▸ **What to work on**
Report all lines of the records that contain "PASAJE".

------ Data supplied

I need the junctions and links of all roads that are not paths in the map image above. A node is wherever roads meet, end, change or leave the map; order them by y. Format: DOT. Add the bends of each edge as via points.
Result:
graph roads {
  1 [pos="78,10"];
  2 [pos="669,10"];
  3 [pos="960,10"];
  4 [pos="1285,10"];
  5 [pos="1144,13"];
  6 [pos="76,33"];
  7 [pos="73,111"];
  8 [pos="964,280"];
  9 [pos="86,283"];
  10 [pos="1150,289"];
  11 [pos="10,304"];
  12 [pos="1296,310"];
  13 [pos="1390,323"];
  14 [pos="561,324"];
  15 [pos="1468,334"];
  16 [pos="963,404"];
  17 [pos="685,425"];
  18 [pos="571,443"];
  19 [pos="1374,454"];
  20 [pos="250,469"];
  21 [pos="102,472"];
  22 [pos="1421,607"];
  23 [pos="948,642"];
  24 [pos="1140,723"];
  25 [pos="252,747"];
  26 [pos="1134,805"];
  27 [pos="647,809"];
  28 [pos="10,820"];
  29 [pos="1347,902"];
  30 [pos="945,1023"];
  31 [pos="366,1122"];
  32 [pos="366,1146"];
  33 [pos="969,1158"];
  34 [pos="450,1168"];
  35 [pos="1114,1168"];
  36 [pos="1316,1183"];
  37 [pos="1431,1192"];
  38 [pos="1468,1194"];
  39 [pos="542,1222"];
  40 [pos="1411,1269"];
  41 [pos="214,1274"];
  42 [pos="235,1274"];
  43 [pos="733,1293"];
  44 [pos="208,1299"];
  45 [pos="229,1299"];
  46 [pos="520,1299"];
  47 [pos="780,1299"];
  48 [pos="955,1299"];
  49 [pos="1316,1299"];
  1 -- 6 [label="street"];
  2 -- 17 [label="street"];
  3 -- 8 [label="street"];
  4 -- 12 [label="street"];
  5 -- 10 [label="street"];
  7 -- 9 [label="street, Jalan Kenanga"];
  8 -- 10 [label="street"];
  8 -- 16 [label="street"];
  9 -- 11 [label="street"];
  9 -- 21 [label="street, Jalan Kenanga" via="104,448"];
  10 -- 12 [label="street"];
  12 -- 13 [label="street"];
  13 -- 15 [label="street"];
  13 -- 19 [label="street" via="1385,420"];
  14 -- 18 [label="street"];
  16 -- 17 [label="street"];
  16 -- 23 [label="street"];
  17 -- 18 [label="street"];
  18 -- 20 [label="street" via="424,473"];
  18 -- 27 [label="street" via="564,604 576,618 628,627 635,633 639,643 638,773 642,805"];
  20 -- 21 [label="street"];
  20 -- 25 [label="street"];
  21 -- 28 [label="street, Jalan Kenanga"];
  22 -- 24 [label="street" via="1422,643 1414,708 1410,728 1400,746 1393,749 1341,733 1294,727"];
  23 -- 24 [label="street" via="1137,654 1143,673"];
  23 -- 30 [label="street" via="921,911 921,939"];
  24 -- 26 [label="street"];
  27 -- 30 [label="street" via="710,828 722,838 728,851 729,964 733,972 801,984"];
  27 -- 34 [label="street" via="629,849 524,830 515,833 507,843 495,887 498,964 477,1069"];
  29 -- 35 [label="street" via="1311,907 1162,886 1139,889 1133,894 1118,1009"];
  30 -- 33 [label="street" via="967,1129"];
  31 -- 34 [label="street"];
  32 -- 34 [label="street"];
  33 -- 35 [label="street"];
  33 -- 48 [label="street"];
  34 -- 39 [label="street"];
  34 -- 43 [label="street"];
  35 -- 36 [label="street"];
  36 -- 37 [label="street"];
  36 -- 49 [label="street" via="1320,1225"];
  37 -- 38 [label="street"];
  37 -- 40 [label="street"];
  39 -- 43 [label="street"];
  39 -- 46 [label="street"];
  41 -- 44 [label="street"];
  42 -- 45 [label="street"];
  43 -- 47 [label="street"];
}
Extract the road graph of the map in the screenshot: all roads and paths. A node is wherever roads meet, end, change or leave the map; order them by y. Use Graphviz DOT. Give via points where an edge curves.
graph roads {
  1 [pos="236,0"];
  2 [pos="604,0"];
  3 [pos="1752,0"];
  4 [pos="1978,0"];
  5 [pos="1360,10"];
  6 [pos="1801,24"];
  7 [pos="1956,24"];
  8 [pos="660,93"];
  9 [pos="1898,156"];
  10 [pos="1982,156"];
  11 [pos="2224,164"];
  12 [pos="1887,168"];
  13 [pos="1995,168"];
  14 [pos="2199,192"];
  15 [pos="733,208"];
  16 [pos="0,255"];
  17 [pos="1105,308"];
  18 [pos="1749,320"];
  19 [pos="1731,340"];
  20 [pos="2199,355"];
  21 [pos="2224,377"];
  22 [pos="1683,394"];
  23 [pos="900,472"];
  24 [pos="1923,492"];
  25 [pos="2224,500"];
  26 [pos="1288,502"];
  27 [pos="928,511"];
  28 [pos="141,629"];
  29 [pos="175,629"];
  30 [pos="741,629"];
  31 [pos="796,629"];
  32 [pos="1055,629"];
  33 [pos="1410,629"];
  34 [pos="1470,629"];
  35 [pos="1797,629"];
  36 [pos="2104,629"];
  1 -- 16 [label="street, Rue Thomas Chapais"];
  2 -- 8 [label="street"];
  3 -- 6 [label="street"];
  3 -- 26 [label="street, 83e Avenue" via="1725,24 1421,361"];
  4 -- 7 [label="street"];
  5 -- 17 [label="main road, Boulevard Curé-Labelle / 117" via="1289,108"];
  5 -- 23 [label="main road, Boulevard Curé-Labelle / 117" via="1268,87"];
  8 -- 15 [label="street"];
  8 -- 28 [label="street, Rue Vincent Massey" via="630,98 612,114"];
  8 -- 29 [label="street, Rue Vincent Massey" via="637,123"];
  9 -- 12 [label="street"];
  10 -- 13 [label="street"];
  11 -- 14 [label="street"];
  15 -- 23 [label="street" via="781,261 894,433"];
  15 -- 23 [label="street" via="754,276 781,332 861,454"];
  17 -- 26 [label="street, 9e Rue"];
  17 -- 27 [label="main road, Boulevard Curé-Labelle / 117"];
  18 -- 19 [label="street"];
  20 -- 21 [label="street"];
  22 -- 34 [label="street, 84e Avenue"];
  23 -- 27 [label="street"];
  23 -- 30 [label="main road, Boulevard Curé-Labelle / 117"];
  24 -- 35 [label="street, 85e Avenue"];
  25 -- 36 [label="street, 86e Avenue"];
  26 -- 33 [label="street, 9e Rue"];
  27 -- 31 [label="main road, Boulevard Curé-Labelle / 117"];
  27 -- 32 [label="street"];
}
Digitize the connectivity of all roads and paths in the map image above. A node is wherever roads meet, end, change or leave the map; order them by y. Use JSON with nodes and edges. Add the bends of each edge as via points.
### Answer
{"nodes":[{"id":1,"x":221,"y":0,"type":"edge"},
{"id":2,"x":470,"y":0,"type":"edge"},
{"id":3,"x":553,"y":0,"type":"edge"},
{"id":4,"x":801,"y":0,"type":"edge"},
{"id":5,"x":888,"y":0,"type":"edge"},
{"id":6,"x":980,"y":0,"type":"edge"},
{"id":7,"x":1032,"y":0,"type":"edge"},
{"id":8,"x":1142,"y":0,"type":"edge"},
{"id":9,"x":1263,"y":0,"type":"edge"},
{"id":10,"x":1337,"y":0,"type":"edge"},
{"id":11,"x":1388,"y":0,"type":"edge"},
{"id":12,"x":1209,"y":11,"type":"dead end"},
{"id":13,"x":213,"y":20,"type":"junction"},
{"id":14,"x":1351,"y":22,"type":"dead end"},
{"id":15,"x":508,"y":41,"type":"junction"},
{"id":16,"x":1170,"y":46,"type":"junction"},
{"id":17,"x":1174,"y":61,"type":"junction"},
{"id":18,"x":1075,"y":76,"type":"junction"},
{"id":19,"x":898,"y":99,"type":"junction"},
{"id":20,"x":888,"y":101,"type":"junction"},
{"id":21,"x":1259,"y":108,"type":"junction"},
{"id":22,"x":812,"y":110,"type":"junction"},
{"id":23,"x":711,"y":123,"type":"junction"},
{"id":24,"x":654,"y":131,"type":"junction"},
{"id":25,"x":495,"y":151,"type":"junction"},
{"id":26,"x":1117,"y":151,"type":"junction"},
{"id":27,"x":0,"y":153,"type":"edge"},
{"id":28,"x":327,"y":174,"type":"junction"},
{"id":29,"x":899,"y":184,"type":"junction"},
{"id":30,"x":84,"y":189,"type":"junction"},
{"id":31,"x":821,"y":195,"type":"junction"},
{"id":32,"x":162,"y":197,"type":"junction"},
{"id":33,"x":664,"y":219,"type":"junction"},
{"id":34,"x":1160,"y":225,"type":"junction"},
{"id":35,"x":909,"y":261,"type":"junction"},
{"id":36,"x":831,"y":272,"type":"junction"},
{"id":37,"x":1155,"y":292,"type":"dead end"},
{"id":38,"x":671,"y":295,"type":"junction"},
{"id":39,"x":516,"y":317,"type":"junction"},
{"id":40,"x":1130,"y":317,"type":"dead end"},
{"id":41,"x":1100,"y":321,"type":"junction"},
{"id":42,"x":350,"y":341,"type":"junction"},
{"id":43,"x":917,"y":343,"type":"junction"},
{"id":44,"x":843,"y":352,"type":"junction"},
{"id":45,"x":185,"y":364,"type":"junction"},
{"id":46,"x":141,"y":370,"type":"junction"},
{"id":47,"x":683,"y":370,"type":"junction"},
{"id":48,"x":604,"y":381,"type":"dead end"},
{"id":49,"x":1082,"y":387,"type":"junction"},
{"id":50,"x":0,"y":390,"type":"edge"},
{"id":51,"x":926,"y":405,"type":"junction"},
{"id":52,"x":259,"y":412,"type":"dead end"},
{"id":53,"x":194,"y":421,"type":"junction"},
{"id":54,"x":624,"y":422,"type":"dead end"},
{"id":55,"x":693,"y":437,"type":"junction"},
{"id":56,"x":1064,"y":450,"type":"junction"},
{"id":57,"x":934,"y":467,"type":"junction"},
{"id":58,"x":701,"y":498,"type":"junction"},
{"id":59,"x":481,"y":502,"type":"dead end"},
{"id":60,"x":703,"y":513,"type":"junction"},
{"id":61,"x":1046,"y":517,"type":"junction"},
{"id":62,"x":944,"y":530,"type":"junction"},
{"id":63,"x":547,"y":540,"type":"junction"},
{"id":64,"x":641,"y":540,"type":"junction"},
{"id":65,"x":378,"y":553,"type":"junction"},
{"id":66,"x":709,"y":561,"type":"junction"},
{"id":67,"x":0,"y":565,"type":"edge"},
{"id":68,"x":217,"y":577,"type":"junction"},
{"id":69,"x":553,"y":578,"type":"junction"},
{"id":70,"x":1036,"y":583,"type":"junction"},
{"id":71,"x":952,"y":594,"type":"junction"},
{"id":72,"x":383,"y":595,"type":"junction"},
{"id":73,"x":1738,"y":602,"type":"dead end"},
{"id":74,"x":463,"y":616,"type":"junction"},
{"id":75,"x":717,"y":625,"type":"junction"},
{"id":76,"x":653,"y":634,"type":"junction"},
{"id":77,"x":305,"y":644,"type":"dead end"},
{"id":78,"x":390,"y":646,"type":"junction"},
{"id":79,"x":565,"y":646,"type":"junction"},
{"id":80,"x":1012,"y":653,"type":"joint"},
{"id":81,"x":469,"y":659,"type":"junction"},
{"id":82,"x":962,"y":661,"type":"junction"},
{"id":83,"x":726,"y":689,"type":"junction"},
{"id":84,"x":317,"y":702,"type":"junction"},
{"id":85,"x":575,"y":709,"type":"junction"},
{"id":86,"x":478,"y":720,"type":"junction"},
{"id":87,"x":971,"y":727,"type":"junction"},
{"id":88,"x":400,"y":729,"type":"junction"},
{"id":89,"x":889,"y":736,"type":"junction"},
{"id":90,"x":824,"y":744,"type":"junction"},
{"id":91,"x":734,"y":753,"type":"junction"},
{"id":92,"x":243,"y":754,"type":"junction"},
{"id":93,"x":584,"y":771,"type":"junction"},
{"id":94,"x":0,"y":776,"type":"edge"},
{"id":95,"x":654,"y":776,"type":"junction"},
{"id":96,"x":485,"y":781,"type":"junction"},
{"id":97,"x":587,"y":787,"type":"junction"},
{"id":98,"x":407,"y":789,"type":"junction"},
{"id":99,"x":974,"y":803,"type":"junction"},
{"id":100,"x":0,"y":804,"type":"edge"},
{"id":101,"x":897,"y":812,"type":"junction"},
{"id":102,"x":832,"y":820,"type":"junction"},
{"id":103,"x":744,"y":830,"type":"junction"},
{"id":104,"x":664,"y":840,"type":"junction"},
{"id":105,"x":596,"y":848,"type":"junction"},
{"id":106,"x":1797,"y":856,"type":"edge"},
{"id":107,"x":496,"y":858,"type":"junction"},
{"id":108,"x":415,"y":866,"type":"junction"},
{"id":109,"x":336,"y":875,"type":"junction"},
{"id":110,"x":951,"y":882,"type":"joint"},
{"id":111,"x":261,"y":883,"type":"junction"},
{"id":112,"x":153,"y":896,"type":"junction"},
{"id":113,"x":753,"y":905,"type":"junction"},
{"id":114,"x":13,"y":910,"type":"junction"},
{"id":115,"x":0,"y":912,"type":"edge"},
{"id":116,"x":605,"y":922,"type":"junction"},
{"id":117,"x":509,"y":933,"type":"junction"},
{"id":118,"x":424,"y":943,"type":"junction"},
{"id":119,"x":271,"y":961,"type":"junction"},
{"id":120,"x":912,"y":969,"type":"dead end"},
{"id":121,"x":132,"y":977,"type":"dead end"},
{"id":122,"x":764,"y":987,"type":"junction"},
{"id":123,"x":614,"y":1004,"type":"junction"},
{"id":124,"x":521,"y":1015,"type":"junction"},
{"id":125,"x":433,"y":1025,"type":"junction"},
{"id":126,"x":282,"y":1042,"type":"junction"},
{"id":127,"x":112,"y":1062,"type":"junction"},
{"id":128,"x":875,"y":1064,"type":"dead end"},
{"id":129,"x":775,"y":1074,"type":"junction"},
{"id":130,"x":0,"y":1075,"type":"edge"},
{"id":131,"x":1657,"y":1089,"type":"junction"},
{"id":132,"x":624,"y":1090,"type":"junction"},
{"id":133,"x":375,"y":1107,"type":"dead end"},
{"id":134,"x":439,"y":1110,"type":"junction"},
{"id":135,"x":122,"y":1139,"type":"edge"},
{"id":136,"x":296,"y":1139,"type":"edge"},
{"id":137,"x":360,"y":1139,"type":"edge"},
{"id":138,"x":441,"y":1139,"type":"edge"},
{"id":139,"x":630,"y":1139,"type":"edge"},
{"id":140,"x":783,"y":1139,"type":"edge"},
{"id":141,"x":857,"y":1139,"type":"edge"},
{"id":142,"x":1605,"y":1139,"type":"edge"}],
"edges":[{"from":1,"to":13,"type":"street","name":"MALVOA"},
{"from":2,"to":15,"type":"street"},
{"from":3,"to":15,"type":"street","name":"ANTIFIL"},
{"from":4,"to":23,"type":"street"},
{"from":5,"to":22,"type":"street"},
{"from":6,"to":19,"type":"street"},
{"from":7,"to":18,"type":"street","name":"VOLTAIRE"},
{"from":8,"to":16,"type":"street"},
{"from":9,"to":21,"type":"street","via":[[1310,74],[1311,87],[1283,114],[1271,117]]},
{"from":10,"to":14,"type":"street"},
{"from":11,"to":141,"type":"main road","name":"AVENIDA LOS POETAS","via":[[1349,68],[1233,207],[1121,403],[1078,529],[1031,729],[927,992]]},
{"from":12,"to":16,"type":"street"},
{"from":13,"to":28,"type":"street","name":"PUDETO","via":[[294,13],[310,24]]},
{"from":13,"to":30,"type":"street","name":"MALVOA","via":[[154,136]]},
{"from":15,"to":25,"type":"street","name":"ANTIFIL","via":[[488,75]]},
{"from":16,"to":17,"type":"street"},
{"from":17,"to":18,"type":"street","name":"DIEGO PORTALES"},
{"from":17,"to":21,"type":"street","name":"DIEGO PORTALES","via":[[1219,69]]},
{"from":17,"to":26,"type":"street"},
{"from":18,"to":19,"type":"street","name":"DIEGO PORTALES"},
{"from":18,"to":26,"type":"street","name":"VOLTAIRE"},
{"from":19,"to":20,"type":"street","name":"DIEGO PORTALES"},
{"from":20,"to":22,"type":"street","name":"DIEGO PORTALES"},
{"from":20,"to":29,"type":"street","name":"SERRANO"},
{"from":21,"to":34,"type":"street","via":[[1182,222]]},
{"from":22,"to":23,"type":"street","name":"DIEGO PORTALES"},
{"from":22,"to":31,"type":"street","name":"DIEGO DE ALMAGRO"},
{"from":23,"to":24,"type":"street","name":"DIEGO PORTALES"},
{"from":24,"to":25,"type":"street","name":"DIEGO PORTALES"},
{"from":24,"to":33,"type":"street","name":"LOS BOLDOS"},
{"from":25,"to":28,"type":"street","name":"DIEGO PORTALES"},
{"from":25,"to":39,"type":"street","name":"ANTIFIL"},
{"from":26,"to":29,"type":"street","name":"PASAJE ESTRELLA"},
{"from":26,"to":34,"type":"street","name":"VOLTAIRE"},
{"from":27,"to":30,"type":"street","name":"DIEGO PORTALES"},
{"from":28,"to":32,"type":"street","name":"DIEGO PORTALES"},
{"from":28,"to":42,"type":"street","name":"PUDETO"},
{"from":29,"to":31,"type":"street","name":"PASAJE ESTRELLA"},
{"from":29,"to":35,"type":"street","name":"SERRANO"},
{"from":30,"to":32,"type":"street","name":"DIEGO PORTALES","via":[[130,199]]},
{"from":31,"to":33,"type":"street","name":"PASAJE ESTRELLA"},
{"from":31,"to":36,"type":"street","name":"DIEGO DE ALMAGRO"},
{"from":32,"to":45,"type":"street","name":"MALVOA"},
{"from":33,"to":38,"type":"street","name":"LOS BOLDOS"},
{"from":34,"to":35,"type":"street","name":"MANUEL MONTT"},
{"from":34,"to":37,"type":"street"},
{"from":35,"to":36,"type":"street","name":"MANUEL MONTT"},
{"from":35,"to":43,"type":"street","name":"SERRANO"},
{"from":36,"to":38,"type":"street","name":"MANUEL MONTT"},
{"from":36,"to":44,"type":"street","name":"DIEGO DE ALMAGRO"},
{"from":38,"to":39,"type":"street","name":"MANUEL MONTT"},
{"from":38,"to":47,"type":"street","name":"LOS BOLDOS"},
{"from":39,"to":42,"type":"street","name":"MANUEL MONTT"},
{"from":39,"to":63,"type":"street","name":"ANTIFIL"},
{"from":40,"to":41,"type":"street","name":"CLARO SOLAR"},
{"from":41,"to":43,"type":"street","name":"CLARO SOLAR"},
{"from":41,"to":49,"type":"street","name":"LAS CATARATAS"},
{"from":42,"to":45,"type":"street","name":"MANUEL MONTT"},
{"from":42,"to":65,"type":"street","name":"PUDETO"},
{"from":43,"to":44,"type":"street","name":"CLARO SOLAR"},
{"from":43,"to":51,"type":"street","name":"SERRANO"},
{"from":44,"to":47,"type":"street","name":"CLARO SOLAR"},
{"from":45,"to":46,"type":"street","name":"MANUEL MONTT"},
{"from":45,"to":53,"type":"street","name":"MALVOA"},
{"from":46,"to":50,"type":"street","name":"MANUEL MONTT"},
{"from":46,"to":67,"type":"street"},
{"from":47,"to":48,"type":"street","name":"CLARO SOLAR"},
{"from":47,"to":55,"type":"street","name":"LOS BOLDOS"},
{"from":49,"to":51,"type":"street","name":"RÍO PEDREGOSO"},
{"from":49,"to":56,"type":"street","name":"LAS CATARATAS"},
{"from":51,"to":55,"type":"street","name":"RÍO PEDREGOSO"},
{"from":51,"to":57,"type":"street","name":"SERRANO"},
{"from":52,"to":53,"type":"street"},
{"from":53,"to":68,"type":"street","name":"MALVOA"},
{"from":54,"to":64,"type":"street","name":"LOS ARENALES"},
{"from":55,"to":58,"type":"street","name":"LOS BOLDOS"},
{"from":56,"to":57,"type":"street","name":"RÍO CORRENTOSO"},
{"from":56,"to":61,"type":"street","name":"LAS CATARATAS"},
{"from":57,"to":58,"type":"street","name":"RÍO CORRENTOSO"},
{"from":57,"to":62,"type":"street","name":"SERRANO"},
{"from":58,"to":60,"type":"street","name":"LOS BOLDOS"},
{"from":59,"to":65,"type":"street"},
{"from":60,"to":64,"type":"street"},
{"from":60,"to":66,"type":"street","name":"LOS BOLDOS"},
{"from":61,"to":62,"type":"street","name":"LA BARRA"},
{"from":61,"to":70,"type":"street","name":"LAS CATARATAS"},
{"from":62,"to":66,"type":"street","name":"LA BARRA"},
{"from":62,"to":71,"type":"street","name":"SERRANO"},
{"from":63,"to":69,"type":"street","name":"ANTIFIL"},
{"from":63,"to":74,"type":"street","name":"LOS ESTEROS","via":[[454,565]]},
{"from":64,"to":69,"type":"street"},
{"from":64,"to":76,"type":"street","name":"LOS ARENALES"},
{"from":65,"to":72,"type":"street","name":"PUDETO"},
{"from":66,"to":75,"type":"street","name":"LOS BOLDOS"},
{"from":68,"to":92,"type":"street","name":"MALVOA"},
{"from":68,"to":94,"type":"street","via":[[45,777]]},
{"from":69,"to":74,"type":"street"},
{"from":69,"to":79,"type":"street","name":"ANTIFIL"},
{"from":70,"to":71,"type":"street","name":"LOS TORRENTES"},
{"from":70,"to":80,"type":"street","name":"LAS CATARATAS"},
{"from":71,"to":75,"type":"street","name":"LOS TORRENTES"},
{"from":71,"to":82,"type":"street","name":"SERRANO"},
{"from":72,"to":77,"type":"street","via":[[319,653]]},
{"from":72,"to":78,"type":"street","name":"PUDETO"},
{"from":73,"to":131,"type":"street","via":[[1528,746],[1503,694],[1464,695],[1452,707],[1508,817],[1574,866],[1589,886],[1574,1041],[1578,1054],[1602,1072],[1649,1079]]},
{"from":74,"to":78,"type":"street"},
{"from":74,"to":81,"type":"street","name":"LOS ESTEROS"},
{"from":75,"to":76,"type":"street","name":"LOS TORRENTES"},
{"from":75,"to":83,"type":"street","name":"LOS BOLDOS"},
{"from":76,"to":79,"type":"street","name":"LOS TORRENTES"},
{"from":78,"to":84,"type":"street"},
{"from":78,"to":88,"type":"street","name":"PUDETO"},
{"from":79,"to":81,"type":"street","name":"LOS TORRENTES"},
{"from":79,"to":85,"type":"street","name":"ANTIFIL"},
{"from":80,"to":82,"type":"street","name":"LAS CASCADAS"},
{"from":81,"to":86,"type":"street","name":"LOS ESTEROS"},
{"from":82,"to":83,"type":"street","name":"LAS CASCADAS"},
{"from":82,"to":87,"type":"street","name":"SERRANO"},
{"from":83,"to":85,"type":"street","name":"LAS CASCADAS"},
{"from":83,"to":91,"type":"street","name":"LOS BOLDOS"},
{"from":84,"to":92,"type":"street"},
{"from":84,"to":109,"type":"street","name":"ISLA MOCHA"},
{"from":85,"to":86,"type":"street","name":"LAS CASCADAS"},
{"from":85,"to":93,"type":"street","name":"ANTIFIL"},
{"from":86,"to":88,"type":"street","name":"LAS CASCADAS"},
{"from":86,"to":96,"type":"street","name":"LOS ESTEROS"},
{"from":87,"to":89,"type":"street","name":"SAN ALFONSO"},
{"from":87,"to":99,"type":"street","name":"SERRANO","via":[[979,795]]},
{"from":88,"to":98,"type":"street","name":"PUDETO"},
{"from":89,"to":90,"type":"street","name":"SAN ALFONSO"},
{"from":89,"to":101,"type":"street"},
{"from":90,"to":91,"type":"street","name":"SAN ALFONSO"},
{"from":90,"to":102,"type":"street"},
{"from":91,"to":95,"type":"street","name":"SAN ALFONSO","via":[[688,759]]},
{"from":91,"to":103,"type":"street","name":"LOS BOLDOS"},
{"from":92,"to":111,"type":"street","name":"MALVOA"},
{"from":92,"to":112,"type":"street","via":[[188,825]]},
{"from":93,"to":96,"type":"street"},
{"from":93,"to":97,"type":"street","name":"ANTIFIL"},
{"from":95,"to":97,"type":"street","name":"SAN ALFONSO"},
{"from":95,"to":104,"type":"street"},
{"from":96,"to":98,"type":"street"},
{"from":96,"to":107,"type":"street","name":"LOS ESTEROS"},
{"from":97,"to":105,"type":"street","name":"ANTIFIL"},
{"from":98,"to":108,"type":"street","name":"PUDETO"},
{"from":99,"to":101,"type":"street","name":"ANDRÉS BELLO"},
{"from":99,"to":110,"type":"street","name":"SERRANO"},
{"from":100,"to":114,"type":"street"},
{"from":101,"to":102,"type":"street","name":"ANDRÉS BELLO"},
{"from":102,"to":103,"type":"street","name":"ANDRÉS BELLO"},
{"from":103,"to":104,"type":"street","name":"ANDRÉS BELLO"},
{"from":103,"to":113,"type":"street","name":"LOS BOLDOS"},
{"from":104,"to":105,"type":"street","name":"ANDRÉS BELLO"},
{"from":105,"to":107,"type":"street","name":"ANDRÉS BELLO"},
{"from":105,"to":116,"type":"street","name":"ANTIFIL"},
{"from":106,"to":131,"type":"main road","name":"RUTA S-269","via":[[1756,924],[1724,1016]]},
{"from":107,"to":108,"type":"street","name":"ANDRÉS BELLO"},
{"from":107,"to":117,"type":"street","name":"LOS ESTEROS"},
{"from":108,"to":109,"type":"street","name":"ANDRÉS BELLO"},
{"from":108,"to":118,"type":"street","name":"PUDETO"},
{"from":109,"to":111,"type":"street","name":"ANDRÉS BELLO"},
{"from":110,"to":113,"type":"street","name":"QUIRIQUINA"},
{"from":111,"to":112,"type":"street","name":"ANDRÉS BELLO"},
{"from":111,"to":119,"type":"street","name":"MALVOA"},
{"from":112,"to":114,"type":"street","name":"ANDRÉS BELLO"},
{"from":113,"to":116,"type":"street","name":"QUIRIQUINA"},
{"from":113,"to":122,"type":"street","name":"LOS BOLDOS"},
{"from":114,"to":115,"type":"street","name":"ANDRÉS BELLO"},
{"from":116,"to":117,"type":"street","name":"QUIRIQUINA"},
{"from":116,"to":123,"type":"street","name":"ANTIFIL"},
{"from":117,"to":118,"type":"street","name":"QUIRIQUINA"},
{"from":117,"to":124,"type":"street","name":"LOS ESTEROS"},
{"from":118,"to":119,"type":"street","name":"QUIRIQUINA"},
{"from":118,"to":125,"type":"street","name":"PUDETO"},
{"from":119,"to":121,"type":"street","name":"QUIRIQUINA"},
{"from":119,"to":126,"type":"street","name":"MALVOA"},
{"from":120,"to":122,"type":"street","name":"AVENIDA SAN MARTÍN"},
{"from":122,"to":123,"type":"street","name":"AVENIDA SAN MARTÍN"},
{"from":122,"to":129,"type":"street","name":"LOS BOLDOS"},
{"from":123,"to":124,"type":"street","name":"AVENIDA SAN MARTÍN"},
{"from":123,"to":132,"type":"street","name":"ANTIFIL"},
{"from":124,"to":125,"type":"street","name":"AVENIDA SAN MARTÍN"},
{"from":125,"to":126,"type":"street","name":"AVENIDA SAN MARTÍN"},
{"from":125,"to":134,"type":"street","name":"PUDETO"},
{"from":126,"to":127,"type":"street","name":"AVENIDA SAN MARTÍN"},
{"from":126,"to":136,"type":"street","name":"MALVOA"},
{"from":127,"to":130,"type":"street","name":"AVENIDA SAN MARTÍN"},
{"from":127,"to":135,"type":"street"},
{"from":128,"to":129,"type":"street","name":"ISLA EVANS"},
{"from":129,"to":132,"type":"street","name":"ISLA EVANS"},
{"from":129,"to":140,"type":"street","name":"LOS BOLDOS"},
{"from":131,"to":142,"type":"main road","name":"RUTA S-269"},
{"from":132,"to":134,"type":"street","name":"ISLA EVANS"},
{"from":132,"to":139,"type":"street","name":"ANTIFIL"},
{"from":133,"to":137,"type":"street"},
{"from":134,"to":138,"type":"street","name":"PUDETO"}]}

------------

▸ **Task solution**
{"from":26,"to":29,"type":"street","name":"PASAJE ESTRELLA"},
{"from":29,"to":31,"type":"street","name":"PASAJE ESTRELLA"},
{"from":31,"to":33,"type":"street","name":"PASAJE ESTRELLA"},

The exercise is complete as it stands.